Funny thing, over the years I've owned I4s (both blown and not), an I5 (1982 Audi GT Coupe), V6s, I6s, Slant-6s, a VR6 (1995 Passat GLX), and V8s.
I liked'em all (errr, except that train-wreck of an engine that came in my 1970 Vega) and don't find that there is any more status for having one engine layout over the other (although I do appreciate the smoothness from I6 engines). They're just engines desigened to do a specific job for the specific car they're installed in. Personally, I'd get a pretty good cuckle at the expense of anybody who put a "VR5" logo on a U.S. spec Rabbit or Jetta.


----------



## sp3ctor (Mar 18, 2008)

*Re:*

thanks guys. i knew i shoulda just asked around on this site instead of looking online i got my answer and it took less then 10 hours lol. and now that i think of it 2.5L sounds like its nothing but it has some balls so ill stick with that badge and keep my car a sleeper. 
noone ever expects the little white rabbit to hop as fast as it does.


----------



## dumbassmozart (Apr 19, 2007)

*Re: Re: (sp3ctor)*

debadge. keep them guessing.


----------



## dubass (Mar 26, 2003)

*Re: Re: (dumbassmozart)*


_Quote, originally posted by *dumbassmozart* »_debadge. keep them guessing.

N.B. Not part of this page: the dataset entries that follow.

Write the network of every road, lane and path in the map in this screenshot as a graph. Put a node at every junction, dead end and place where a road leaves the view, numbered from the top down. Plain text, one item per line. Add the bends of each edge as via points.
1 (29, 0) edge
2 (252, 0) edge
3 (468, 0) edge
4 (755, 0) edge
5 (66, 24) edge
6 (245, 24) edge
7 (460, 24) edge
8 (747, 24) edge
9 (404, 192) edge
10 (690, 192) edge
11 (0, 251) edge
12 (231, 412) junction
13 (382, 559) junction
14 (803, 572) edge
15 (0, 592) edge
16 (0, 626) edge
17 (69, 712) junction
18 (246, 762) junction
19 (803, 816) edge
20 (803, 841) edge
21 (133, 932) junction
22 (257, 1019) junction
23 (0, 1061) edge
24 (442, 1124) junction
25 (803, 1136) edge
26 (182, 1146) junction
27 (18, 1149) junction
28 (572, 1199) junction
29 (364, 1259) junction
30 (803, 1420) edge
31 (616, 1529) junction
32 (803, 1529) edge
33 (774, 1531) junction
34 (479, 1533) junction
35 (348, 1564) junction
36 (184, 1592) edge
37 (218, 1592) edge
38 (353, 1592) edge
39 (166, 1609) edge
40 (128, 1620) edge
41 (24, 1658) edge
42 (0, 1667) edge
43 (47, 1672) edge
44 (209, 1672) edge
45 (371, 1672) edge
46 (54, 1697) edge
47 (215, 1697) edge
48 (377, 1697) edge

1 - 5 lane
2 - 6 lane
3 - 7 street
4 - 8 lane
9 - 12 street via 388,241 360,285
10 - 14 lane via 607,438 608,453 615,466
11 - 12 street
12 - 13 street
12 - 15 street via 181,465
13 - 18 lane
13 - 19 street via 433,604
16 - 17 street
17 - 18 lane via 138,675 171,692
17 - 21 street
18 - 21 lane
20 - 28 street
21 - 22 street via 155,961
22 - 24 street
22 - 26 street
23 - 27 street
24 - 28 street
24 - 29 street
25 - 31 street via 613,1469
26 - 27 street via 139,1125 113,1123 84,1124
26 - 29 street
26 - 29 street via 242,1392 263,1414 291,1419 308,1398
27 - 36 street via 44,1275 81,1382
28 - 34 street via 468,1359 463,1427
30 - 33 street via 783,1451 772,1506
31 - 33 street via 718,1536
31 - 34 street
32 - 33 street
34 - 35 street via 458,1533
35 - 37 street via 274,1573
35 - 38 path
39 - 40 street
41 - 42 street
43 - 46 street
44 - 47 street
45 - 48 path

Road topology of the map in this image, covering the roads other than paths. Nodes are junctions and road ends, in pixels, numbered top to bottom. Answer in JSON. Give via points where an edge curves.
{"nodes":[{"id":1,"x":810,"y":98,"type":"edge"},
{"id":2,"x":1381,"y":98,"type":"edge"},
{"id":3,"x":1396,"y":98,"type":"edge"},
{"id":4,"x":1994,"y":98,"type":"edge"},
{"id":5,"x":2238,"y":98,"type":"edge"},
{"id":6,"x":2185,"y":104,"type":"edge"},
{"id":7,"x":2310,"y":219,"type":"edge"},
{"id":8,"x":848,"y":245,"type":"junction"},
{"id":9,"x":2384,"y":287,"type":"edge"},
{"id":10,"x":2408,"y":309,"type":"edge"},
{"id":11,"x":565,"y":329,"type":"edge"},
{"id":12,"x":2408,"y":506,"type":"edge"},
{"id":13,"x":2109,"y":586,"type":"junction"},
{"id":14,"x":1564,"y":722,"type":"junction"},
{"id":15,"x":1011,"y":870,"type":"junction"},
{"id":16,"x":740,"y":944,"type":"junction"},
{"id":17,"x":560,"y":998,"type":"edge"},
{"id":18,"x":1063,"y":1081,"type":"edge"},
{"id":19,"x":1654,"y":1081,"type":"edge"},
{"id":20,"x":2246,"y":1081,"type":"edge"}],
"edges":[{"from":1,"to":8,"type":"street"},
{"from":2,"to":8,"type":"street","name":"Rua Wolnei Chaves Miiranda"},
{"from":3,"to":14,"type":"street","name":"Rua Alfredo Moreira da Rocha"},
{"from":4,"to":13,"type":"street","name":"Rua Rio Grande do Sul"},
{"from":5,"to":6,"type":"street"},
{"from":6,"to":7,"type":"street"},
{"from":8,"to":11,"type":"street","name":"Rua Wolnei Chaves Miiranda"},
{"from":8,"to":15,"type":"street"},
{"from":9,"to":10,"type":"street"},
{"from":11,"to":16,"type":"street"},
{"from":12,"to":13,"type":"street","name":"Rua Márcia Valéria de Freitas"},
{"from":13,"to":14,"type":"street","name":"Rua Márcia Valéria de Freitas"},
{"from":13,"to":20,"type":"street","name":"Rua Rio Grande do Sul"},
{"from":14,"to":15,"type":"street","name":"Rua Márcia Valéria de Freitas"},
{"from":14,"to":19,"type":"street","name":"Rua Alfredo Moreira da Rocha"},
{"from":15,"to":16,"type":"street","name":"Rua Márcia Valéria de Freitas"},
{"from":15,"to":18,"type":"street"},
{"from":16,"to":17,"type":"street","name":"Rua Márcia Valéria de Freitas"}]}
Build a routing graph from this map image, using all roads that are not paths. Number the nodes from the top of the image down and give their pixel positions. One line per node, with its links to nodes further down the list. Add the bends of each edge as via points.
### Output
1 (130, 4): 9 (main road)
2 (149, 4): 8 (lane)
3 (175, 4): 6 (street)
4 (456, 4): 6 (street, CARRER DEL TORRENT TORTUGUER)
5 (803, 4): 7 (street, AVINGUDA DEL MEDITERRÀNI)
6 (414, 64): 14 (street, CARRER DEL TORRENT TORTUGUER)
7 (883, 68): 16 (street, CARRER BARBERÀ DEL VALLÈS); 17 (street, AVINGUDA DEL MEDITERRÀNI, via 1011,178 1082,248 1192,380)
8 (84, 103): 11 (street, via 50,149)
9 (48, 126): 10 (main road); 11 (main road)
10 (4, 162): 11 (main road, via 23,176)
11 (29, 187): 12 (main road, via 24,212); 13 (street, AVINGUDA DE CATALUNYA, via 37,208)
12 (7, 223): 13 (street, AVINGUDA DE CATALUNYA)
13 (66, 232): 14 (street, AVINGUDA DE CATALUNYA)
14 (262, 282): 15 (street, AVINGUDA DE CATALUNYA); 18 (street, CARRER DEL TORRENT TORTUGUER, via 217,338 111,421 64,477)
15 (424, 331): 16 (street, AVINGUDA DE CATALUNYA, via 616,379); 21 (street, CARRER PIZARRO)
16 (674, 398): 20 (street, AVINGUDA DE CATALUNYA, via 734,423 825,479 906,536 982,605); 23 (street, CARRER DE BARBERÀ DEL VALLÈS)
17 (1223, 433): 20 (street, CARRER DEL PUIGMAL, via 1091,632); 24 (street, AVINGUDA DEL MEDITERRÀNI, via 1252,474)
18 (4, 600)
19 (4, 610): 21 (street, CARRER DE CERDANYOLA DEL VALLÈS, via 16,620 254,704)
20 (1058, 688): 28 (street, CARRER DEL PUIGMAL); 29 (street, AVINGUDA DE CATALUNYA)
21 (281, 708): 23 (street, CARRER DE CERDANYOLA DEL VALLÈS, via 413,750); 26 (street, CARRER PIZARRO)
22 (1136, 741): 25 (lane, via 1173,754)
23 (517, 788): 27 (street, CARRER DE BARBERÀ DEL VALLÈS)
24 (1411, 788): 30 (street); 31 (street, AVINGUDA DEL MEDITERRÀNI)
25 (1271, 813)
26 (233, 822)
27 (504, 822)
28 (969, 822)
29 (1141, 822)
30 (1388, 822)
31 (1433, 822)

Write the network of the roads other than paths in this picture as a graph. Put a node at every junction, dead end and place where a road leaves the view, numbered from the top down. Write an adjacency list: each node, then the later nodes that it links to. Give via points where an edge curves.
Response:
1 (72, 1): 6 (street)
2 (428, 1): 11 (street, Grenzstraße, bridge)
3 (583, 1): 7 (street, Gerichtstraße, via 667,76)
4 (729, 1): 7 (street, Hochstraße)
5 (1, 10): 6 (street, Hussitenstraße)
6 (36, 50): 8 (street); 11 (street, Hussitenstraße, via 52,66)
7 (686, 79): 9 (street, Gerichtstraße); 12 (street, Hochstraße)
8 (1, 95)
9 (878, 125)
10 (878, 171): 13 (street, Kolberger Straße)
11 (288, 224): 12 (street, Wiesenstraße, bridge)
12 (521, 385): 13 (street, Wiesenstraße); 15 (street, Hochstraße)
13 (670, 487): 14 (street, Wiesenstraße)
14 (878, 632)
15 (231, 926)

i concur. that, and its cleaner http://****************.com/smile/emthup.gif 
*BADGES! We don't need no stinking BADGES!*


----------



## mclothier (Jun 10, 2007)

*Re: Re: (dubass)*

i second that.


----------



## a3vr (May 27, 2005)

*Re: Re: (mclothier)*

did I hear debadge???
http://****************.com/smile/emthup.gif http://****************.com/smile/emthup.gif http://****************.com/smile/emthup.gif


----------



## AHTOXA (Dec 2, 2007)

Funny you guys mention debadging. I finally got around to debadging mine yesterday and it does look a helluva lot cleaner.


----------



## thecabsleeper (Jun 14, 2007)

*Re: (AHTOXA)*

I lost everything but the bunny. Gotta represent a little...
Besides, the AWE exhaust will tell anyone whats under the hood...


----------



## spitpilot (Feb 14, 2000)

*Re: Re: (dumbassmozart)*


_Quote, originally posted by *dumbassmozart* »_debadge. keep them guessing.

And slap on a set of GTI brakes...they'll see those red calipers and big discs filling the wheels and really wonder what you're runnin!


----------



## MKVJET08 (Feb 12, 2008)

keep the vw logos on though. i had my front off for a lil while and when i pulled up to my work one day, this guy outside said "nice car, is that a colbalt?" i was pissed...


----------



## sp3ctor (Mar 18, 2008)

*Re: (thecabsleeper)*

desided to take the advice and debadge but also kept the rabbit just moved it over a smidge to the right to make it more centered looks badass


----------



## oldschool86045 (Mar 22, 2005)

hahahahahah
hey David8814 - i saw that guy in the white rabbit with the VR5 badge as well. twas le gay.
i guess putting an 'i5' badge looks kinda silly...


----------



## jpimp61 (Mar 22, 2008)

*Re: Re: (dubass)*


_Quote, originally posted by *dubass* »_*BADGES! We don't need no stinking BADGES!*









Where we're going their are no badges


----------



## david8814 (Aug 14, 2007)

@ oldschool860-45:
I'm not really a huge fan of badges... Unless it reads "ALPINA" and "B3."


----------



## bunnyhopin (Dec 19, 2007)

*Re: (david8814)*

rep the bunny ... http://****************.com/smile/emthup.gif


----------



## BlackRabbit2point5 (Sep 6, 2007)

I'm gonna rep the rabbit 2.5 even after the turbo is done going in just to sleep that much more


----------